Иннокентий с помощью Елены Николаевны тщательно выстриг волосы в том месте, где текла кровь, залил рану йодом и забинтовал чистой белой тряпицей, оторванной от простыни.

– Присядьте, милая, и успокойтесь, все образуется, – ласково сказал Иннокентий, с любовью заглядывая в большие, притуманенные страхом глаза Алены Николаевны, выложит он, уж теперя выдюжит. Ну, а с Мизгирем я расквитаюсь по-своему, он мне за это дорого заплатит…

Елена Николаевна благодарными глазами посмотрела на Иннокентия, в душе ее шевельнулось давнее полузабытое чувство нежного порыва к мужчине, к молодому, красивому и сильному человеку, спасшему жизнь ее сыну, но она только вымученно улыбнулась и снова ушла в себя.

До утра в маленькой горнице горел свет.

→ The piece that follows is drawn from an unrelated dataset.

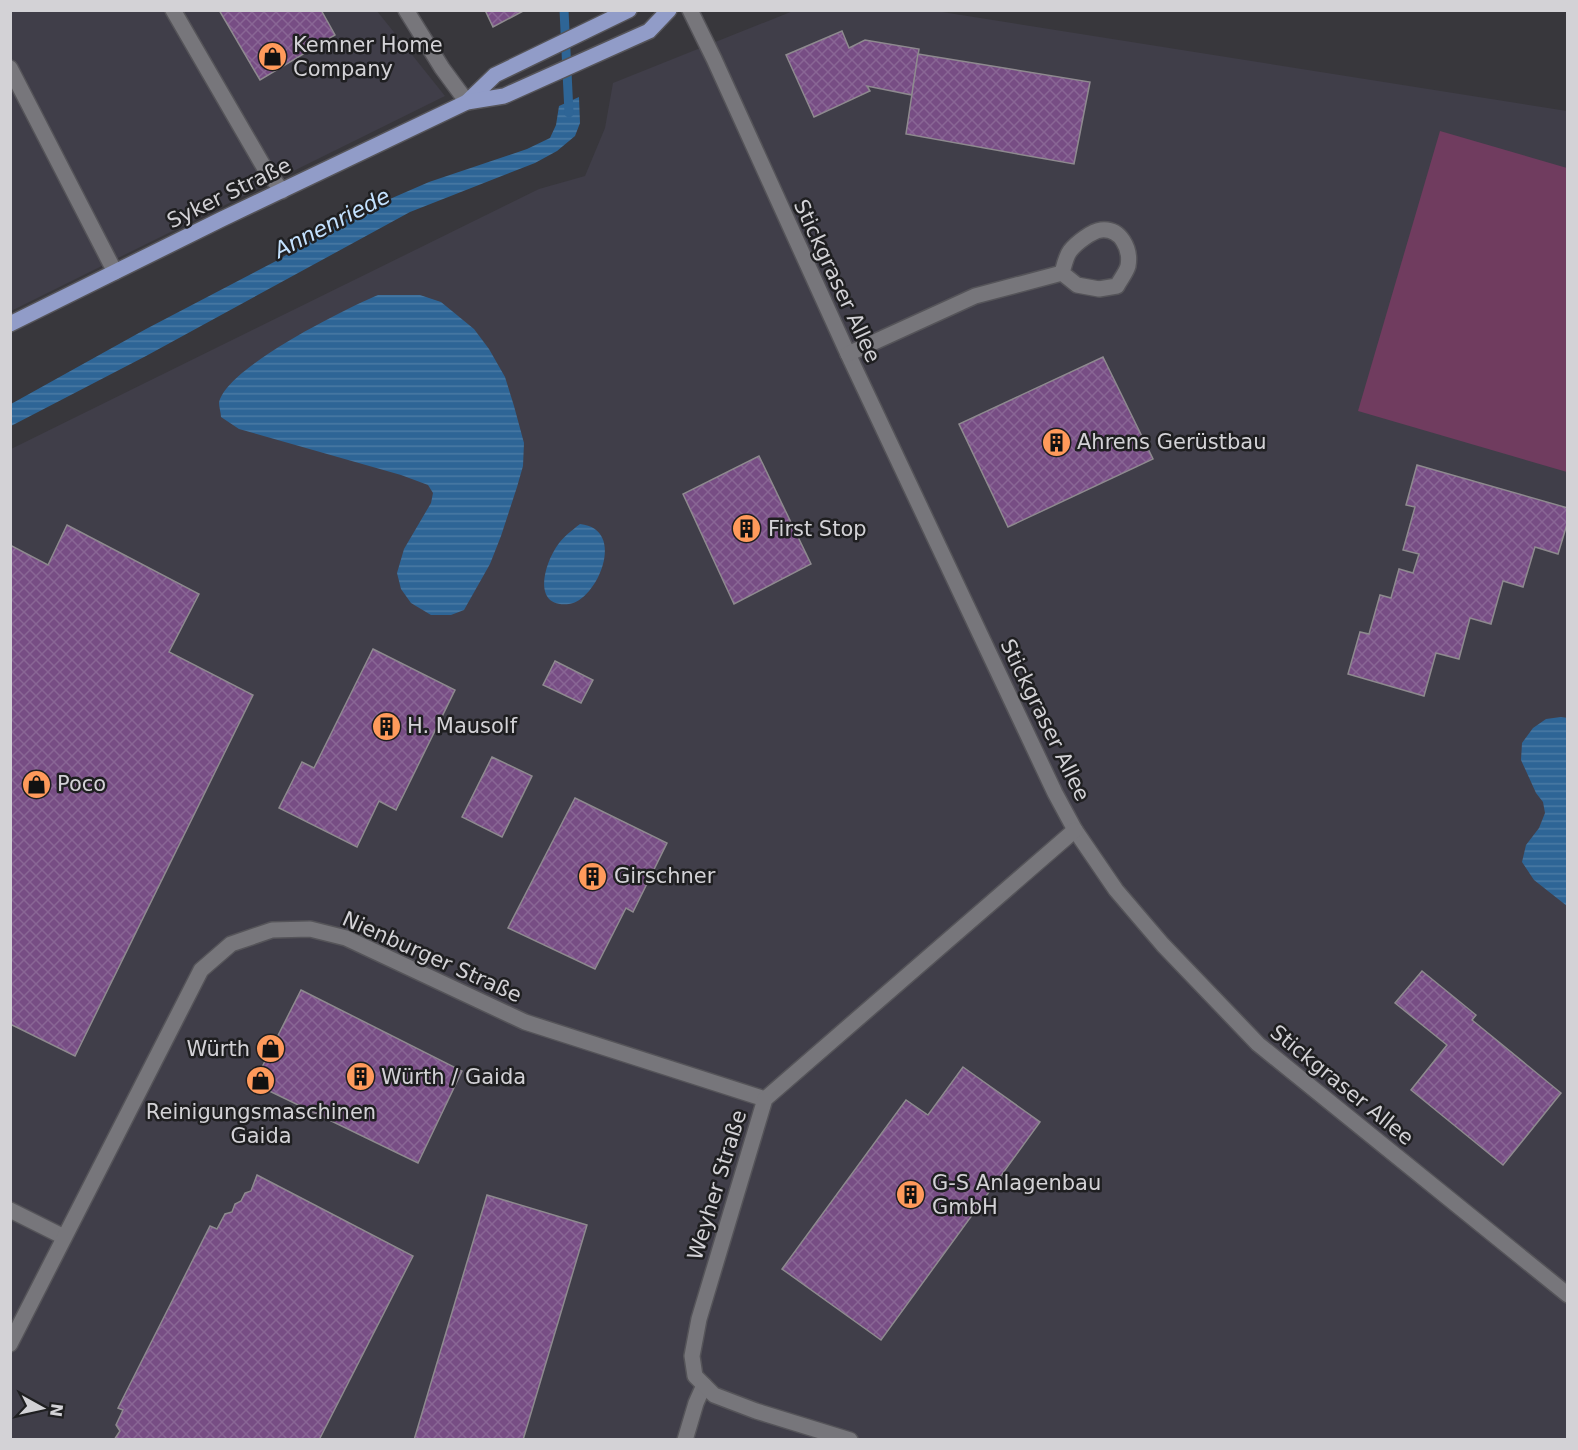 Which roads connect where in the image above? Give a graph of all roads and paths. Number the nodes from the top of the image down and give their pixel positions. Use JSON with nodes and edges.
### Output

До утра никто не сомкнул глаз. Иннокентий при каждом подозрительном шорохе прислушивался. Он ждал Мизгиря и готов был грудью заслонить мальчишку и его мать. Сегодня он с особой силой и ясностью понял, как они ему дороги. Он сидел, вздыхая у кровати, у самого изголовья, хмурился и молчал, только время от времени дотрагивался широченной ладонью до пылающего лба своего учителя, изредка метая короткие взгляды на сидевшую рядом молодую женщину, казавшуюся ему необыкновенной и притягательно красивой. Елена Николаевна сидела в ногах, тоже вздыхала, качала головой и думала о том, как много пролито людской крови в схватках за новую жизнь, за счастье родного народа, и что к Степиной крови добавилась сегодня горячая кровь ее сына, еще совсем-совсем ребенка. Подумала она и о том, что не зря так гордо носит ее сынишка красный галстук и зовет себя юным ленинцем. Отныне в алости этого галстука есть и его капли крови.

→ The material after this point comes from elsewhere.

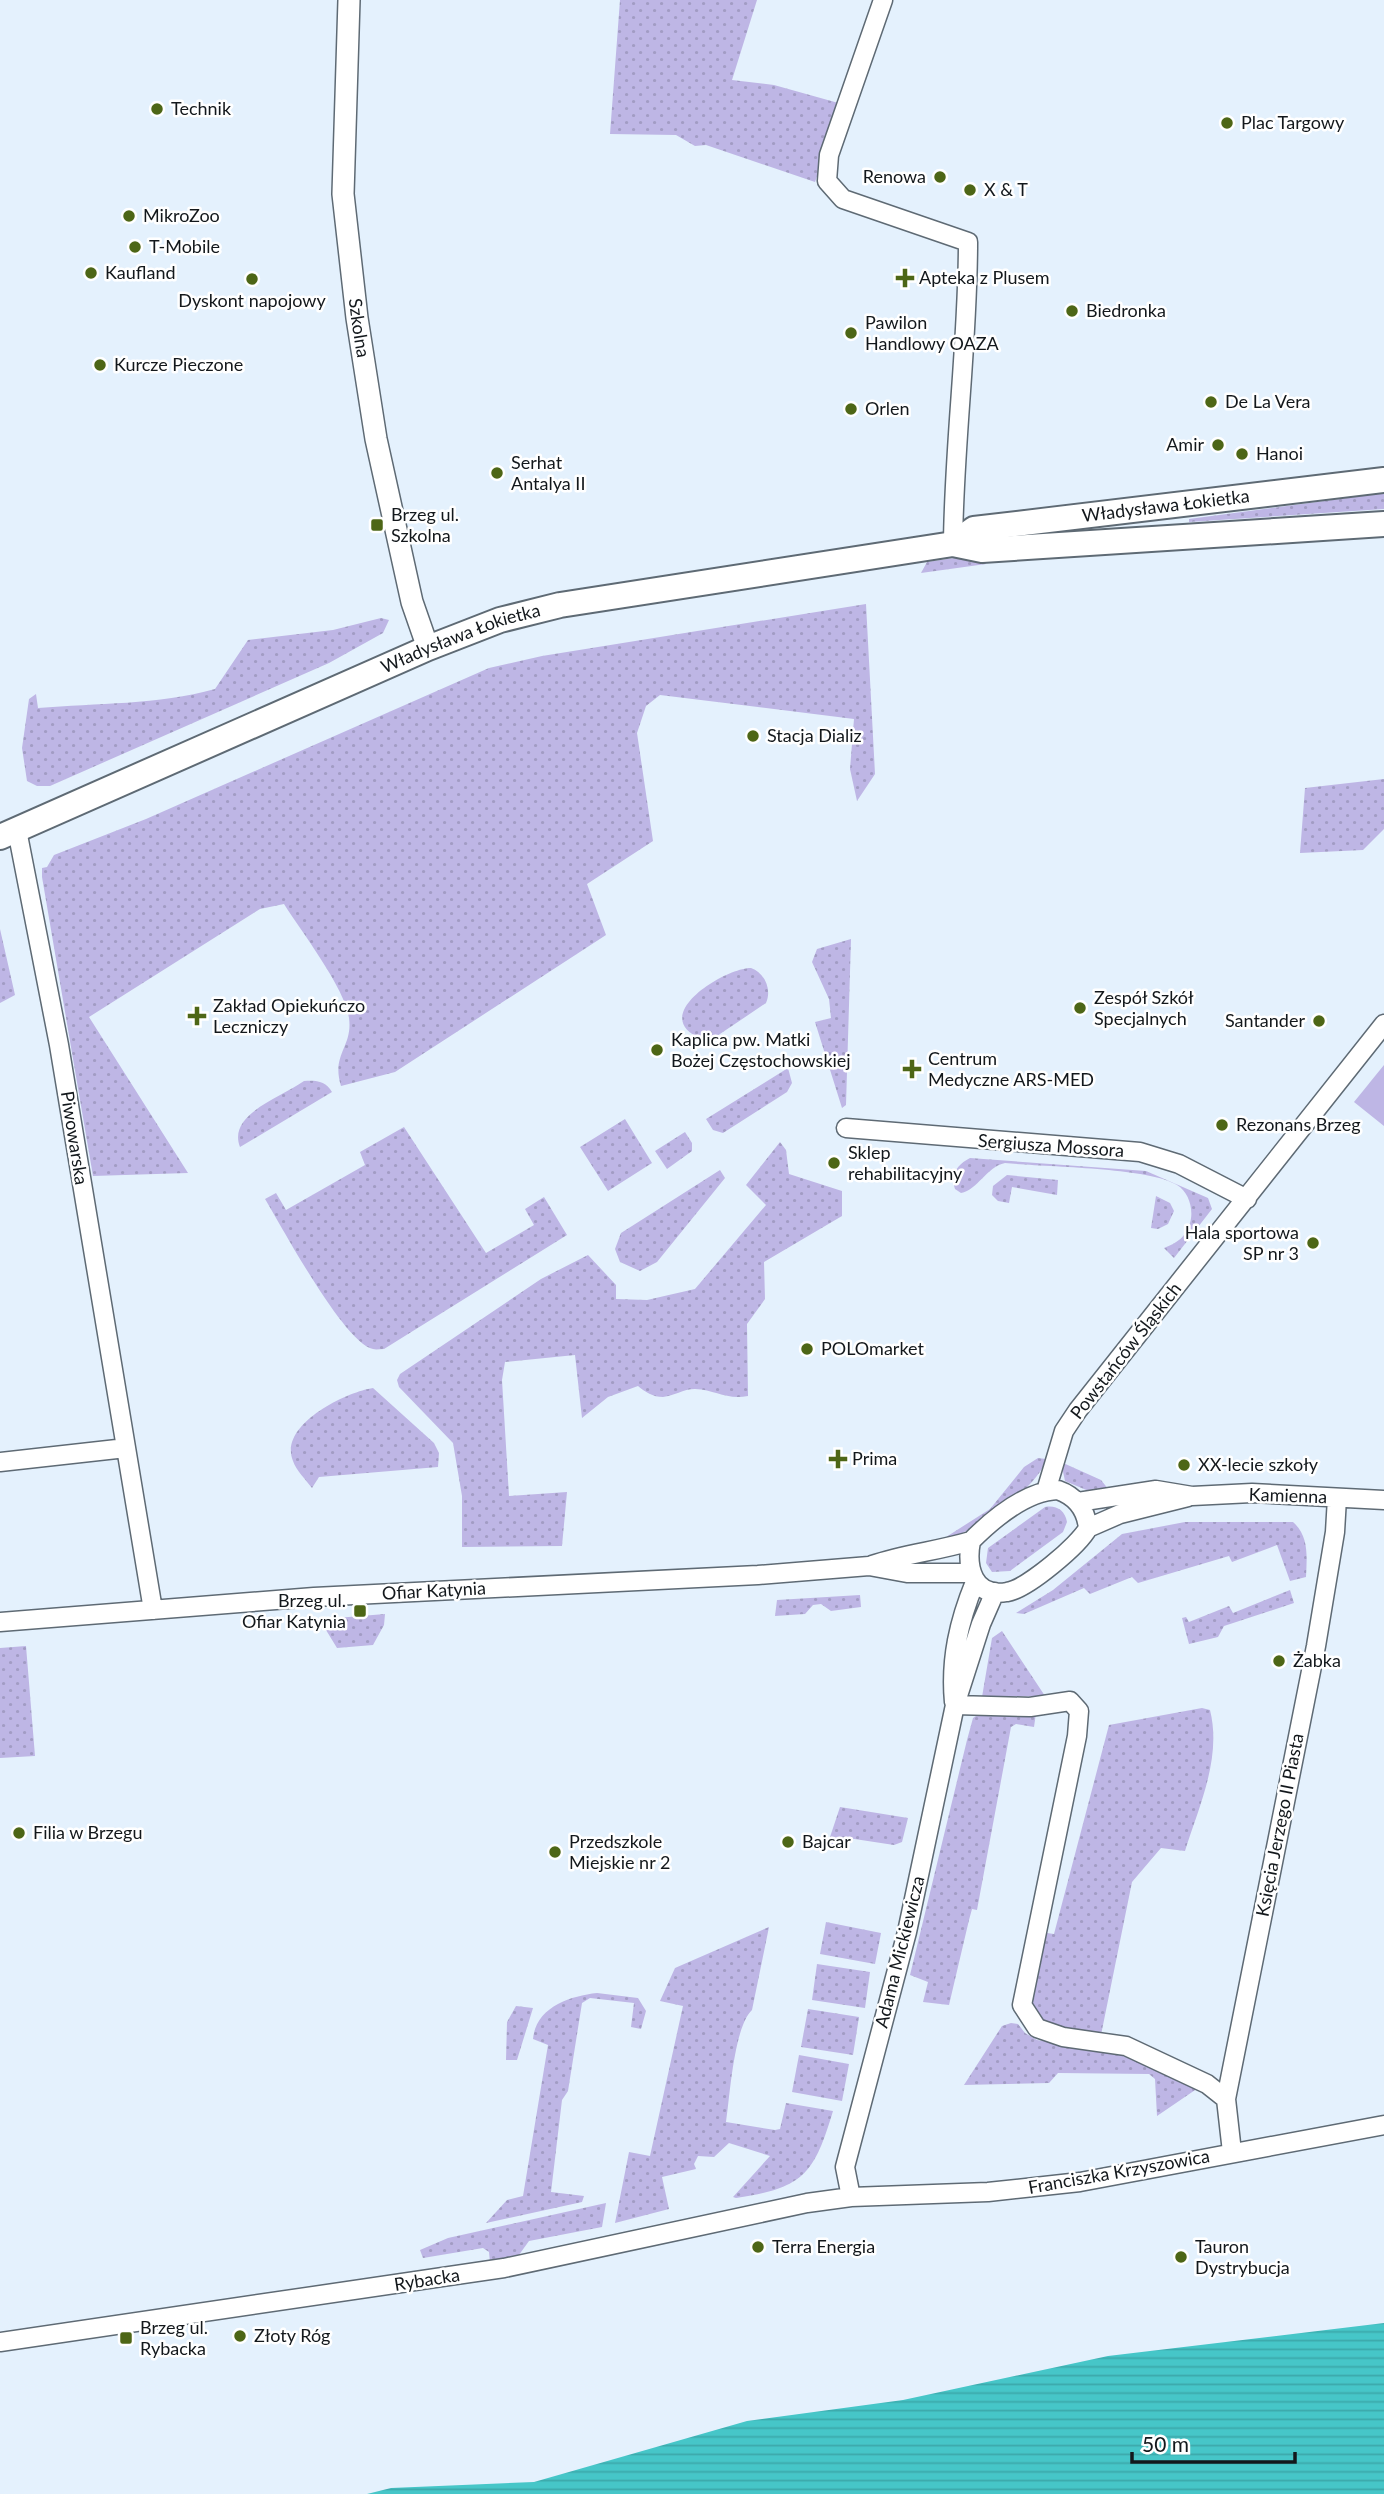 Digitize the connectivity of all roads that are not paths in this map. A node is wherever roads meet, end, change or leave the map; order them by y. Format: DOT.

"Неужели все это забудется и память об этом заметет время, как легко и быстро заметает лютая февральская метелица человеческие шаги? Нет, нет думала Елена Николаевна, – новые поколения будут помнить это, вечно будут преклоняться перед мужеством, стойкостью и непоколебимой верой в торжество своего дела тех, кто делал первые шаги, торил первую стежку к большой дороге в светлое будущее путем, указанным людям Лениным…"

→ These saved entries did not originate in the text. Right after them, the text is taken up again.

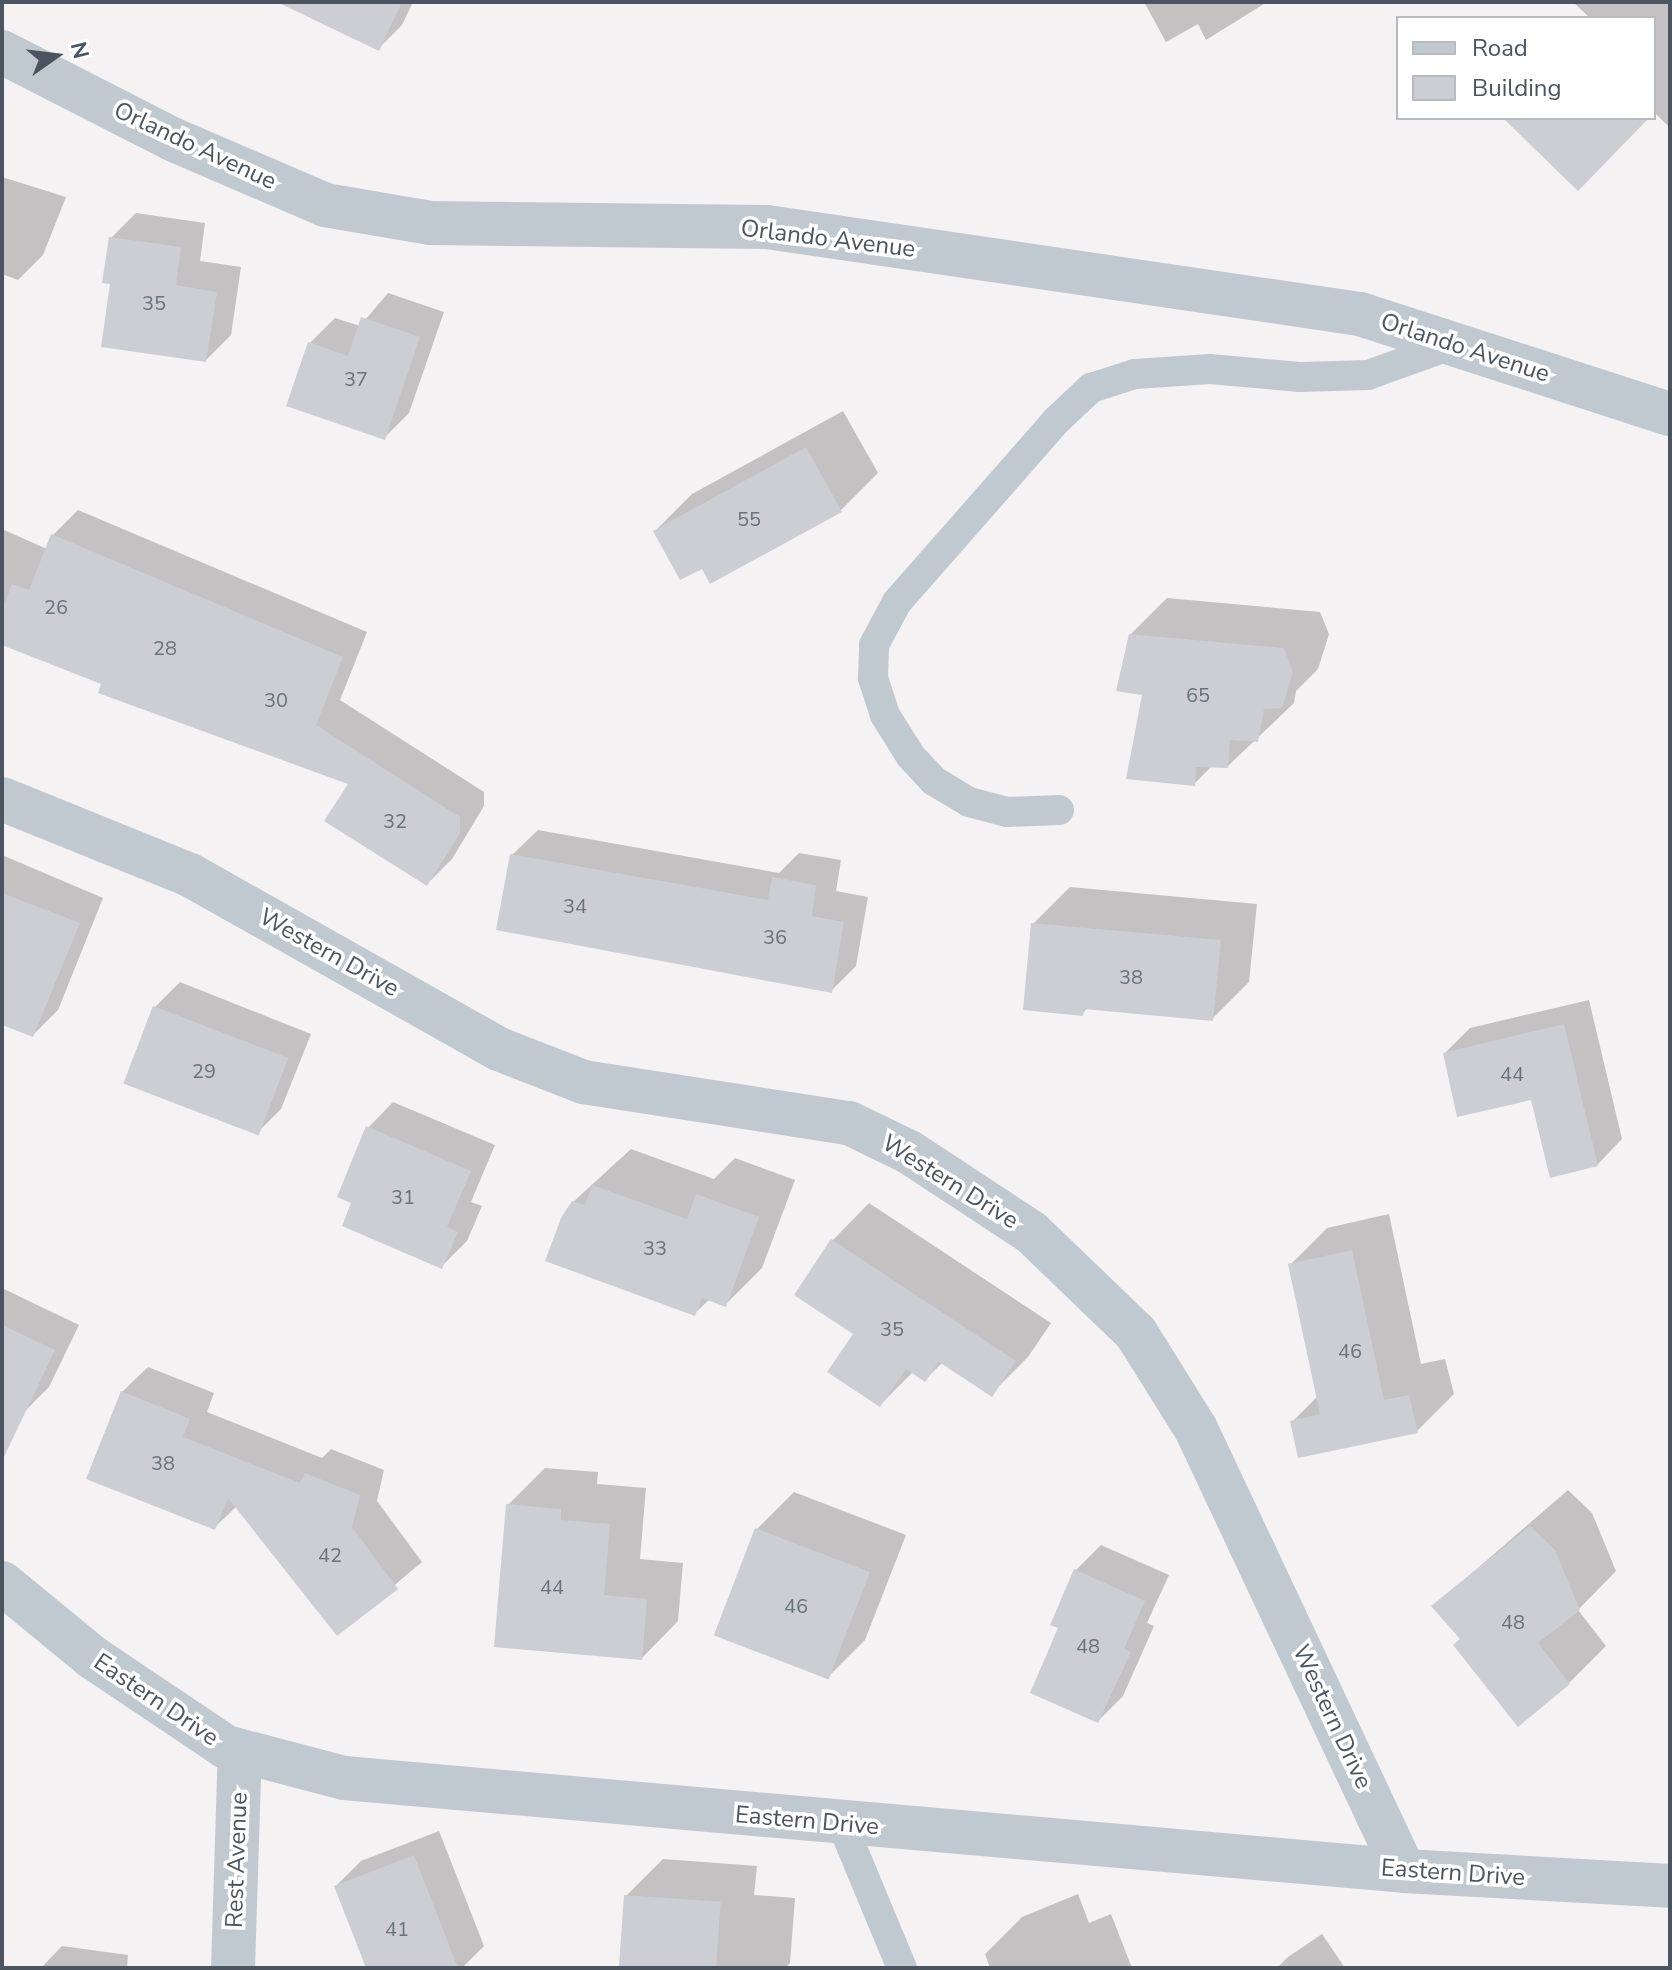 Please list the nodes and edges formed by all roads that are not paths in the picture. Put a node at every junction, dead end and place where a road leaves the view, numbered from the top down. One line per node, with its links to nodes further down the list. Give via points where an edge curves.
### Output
1 (2, 52): 2 (street, Orlando Avenue, via 172,139 325,205 430,223 767,227 1360,314)
2 (1454, 344): 3 (street, Orlando Avenue); 5 (lane, via 1368,375 1300,377 1210,369 1135,374 1091,388 897,602 874,645 873,678 885,715 910,755 934,781 969,802 1007,812)
3 (1670, 414)
4 (2, 799): 9 (street, Western Drive, via 190,875 499,1049 583,1082 849,1123 909,1152 1031,1232 1136,1333 1196,1429)
5 (1059, 810)
6 (2, 1583): 7 (street, Eastern Drive, via 92,1657 226,1747)
7 (240, 1751): 8 (street, Eastern Drive, via 344,1778); 11 (street, Rest Avenue)
8 (842, 1824): 9 (street, Eastern Drive); 12 (lane)
9 (1404, 1871): 10 (street, Eastern Drive)
10 (1670, 1886)
11 (233, 1968)
12 (902, 1968)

И ей показалось, что Ильич с портрета мудро улыбнулся ей и ходики на стенке утвердительно отстукали:

– Так!

– Так!

И думая так этой тревожной бессонной ночью, сидя в ногах у забывшегося в беспамятстве сына, Елена Николаевна не могла даже допустить дикой, абсурдной мысли о том, что где-то там, на самом верху, в кремлевском кабинете, уже совершилось великое и подлое предательство русского народа, что никакой великой революции не было, а был вероломный переворот шайки отщепенцев и авантюристов с нерусскими фамилиями, что все это была гнусная и циничная ложь, что в Кремле прочно и надолго утвердился дикий и грубый человек, который своими страшными злодеяниями против людей затмит всех иродов и чингисханов, что иной свирепый хиуз скоро-скоро раздуется по всей ее родной стране с такой бешеной силой, с такой всесокрушающей демонической яростью, что все-все полетит в тар-тарары, что жизни ее, Кеши Дымова и Саши тесно переплетутся, а переплевшись, сделают такой сногсшибательный крен, от которого не опомниться будет им до конца своей жизни. Скоро-скоро бедная Елена Николаевна прозреет. Жизнь заставит прозреть, и будет потрясена, раздавлена, парализована страшной правдой, вдруг открывшейся ей: все они, и ее любимый муж, и она, и этот глупый мальчик, метавшийся в бреду, были безжалостно, жестоко и коварно обмануты, уверовав в ложь. все, все – ложь. Еще никогда за всю историю человечества смерть человека, смерть пятнадцати миллионов русских людей, не была ложью. И стала ложью. Ее любимый муж свято верил в правоту своего дела и отдал за торжество этого дела свою молодую жизнь. И смерть его стала циничной ложью. И глупый ребенок, уверовав в ложь, чуть не погиб. И его смерть была тоже ложью. Скоро-скоро Елена Николаевна прозреет. А пока с простенка заглядывал словно в щелку в ее маленькую горенку с хитроватой ухмылкой Ильич и ее обманутый сын, веривший ему как богу, стонал и бредил.